The ships will be built by Hyundai Heavy Industries (HHI) and each allow transport of 16,000 containers.
In addition, the agreement with HHI includes an option for 4 additional vessels in 2025.
Maersk also said that the series will replace older vessels and is set to offset their annual CO2 emissions of around one million tonnes.
“The time to act is now, if we are to solve shipping’s climate challenge,” said Soren Skou, CEO of A.P. Moller – Maersk
“This order proves that carbon neutral solutions are available today across container vessel segments and that Maersk stands committed to the growing number of our customers who look to decarbonise their supply chains,” Skou said.
“Further, this is a firm signal to fuel producers that sizable market demand for the green fuels of the future is emerging at speed,” he said.

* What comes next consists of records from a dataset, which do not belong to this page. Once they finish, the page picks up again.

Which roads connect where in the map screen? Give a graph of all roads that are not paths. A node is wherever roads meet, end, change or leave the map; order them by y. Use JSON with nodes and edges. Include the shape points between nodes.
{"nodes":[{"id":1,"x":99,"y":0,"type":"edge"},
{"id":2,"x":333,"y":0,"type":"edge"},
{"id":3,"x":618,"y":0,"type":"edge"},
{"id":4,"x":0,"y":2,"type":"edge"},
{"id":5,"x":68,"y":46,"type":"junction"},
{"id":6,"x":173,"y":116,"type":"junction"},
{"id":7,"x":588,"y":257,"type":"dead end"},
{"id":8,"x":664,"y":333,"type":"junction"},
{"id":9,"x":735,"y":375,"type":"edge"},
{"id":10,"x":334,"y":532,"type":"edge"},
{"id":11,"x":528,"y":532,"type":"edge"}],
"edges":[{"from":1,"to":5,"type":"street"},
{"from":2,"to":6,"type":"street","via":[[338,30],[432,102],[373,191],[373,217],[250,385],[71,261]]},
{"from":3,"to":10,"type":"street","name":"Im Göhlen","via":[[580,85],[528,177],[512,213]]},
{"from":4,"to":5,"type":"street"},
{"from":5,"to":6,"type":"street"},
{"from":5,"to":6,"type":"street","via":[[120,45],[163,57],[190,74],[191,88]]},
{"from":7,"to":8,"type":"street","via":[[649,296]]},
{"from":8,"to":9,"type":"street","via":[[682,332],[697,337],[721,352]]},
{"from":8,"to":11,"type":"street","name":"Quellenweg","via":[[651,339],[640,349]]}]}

Maersk will operate the vessels on carbon neutral e-methanol or sustainable bio-methanol.
The ships also come dual fuel engine setup, which enables operation on methanol as well as conventional low Sulphur fuel.
“We are very excited about this addition to our fleet, which will offer our customers unique access to carbon neutral transport on the high seas while balancing their needs for competitive slot costs and flexible operations,” said Henriette Hallberg Thygesen, CEO, Fleet & Strategic Brands of A.P. Moller – Maersk.
While Maersk said that it will be a challenge to source an adequate amount of carbon neutral methanol from day one in service, it will continue to engage in partnerships and collaborations with relevant players.
“To us, this is the ideal large vessel type to enable sustainable, global trade on the high seas in the coming decades and from our dialogue with potential suppliers, we are confident we will manage to source the carbon neutral methanol needed,” Thygesen said.
The new ships come as part of Maersk’s ongoing fleet renewal program. They will replace tonnage of more than 150,000 (Twenty Foot Equivalent – TEU), which is reaching end-of-life and leaving the Maersk managed fleet between 2020 and Q1 2024.